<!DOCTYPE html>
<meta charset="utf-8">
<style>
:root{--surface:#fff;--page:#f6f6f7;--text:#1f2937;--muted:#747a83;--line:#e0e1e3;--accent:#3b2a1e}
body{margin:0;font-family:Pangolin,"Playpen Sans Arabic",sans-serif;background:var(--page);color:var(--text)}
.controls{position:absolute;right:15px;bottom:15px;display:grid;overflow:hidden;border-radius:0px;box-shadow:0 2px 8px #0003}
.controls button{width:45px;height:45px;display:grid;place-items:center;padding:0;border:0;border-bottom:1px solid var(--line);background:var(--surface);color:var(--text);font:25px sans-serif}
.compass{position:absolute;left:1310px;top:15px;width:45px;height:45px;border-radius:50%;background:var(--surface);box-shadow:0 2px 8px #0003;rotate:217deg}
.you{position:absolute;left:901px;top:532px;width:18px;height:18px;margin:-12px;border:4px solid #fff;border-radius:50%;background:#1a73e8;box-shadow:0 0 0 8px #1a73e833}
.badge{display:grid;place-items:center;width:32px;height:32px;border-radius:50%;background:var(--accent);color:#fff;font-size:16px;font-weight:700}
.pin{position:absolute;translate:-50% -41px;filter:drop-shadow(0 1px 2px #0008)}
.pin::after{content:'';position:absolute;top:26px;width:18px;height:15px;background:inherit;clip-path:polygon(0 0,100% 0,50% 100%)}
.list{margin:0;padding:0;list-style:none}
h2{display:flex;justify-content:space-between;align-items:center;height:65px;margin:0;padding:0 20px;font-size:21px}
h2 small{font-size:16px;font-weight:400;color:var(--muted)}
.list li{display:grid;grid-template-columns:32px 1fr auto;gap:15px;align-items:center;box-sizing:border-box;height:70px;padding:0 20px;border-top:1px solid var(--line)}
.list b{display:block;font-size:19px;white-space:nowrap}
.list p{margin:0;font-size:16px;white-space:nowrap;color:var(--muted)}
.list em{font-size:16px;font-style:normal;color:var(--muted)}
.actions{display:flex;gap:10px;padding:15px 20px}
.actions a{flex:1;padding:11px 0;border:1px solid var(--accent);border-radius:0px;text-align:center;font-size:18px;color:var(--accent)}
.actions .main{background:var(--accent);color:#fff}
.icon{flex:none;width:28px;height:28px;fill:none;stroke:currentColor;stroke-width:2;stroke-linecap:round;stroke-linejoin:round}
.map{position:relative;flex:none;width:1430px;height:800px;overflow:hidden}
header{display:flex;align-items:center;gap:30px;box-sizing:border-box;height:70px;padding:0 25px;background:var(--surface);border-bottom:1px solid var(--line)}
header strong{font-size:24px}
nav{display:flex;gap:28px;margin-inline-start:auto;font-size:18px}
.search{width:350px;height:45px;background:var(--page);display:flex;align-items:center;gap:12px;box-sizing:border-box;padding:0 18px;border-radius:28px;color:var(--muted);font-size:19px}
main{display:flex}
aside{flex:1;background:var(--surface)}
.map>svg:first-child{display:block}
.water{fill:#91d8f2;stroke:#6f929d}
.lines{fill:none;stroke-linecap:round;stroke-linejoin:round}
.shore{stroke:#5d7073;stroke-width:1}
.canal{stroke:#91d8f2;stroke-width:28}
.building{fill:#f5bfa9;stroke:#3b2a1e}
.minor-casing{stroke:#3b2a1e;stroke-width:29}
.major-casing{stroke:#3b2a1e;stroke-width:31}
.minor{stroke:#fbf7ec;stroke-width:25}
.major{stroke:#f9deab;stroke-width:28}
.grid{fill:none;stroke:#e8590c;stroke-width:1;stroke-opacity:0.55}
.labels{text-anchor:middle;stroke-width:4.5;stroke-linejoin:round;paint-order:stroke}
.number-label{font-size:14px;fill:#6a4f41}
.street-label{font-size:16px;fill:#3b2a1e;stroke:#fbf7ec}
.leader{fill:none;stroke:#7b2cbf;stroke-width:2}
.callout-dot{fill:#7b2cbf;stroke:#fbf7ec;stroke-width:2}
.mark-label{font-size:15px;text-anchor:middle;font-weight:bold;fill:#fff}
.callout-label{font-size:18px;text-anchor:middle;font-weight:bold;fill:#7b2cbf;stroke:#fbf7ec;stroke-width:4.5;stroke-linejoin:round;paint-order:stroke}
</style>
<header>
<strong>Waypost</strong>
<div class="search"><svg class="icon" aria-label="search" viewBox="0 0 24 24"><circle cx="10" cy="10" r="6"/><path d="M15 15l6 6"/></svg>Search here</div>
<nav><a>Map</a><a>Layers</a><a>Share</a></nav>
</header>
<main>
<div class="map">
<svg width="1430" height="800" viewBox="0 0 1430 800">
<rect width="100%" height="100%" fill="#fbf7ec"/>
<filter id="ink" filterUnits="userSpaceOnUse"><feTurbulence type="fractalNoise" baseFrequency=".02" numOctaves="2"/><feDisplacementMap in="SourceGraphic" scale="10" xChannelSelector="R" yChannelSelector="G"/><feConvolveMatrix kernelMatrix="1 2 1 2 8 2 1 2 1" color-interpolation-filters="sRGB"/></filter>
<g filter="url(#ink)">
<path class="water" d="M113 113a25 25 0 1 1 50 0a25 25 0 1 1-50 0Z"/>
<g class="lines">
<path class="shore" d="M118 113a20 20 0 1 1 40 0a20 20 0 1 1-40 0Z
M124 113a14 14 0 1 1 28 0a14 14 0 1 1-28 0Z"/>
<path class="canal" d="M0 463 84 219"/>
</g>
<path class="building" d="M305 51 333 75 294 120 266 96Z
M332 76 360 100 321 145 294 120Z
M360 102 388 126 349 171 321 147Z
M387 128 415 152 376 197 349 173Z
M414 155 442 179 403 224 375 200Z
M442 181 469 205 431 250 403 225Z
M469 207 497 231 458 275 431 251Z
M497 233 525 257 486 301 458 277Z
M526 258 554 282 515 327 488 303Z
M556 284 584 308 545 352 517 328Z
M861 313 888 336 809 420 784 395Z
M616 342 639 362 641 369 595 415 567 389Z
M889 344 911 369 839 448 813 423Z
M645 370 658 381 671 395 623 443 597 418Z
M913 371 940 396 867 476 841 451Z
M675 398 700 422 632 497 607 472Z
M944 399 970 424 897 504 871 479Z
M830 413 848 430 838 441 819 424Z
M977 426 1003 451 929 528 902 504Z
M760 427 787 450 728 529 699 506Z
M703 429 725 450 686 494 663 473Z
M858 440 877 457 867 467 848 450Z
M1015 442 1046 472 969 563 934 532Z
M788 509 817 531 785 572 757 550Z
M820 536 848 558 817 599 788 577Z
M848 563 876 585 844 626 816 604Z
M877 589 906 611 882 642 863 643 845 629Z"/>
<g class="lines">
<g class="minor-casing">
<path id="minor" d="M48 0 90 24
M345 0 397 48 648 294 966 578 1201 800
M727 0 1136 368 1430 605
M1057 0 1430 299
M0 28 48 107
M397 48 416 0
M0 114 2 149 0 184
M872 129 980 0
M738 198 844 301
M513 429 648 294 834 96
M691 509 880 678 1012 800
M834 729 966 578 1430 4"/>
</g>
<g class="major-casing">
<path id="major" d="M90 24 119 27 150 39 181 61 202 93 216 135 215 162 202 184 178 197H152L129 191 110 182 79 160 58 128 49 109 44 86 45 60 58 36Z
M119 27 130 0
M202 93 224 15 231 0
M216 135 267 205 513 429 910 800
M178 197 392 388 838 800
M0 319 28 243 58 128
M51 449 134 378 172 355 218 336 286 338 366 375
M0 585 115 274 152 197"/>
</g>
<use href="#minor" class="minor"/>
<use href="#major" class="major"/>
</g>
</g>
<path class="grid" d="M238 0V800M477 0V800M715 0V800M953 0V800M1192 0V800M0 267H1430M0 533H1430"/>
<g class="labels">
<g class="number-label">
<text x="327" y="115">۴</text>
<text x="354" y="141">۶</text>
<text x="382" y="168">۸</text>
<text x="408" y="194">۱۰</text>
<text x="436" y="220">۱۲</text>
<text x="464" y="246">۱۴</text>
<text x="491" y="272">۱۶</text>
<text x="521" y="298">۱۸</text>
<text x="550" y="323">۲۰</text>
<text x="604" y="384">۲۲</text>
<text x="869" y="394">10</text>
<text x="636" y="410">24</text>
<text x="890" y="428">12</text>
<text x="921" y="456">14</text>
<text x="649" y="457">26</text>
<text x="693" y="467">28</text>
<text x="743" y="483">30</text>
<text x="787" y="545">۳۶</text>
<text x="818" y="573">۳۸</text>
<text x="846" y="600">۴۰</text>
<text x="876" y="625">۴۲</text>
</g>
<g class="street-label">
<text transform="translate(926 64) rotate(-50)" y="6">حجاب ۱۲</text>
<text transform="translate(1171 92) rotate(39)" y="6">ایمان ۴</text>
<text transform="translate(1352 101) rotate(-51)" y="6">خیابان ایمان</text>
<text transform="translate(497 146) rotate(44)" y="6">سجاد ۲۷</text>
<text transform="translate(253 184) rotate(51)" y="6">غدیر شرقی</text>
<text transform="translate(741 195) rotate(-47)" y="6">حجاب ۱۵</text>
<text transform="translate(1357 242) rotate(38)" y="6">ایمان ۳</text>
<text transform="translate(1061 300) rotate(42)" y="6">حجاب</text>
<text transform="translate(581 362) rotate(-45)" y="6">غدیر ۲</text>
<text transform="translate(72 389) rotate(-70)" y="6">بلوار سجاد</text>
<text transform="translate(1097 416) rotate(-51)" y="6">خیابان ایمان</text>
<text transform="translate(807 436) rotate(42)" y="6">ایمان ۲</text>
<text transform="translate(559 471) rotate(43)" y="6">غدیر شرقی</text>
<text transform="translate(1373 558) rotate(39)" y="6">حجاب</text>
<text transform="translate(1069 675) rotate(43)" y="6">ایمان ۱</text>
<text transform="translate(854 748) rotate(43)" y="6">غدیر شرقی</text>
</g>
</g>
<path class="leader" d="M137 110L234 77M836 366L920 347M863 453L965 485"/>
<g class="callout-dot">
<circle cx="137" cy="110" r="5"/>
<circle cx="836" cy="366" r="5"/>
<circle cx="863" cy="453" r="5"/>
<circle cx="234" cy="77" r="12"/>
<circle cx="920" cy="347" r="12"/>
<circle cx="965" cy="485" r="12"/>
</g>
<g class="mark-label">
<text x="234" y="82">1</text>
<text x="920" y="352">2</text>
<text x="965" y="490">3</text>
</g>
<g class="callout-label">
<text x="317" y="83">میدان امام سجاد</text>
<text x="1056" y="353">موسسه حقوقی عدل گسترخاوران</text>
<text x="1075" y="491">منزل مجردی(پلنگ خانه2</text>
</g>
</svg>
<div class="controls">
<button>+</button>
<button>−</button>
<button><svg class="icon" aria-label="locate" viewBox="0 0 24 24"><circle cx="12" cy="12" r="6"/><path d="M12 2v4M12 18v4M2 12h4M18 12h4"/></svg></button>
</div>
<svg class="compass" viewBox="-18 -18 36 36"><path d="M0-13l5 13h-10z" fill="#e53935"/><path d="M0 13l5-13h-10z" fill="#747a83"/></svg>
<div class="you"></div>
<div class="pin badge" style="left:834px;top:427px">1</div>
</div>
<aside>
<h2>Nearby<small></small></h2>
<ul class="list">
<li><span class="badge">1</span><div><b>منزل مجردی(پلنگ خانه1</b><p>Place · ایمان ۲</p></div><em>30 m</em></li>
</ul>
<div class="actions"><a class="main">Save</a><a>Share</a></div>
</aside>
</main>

## Task goal
Please report how many lines of the entries above contain the string "shadow". Reply with only the number.

## Result of this exercise
4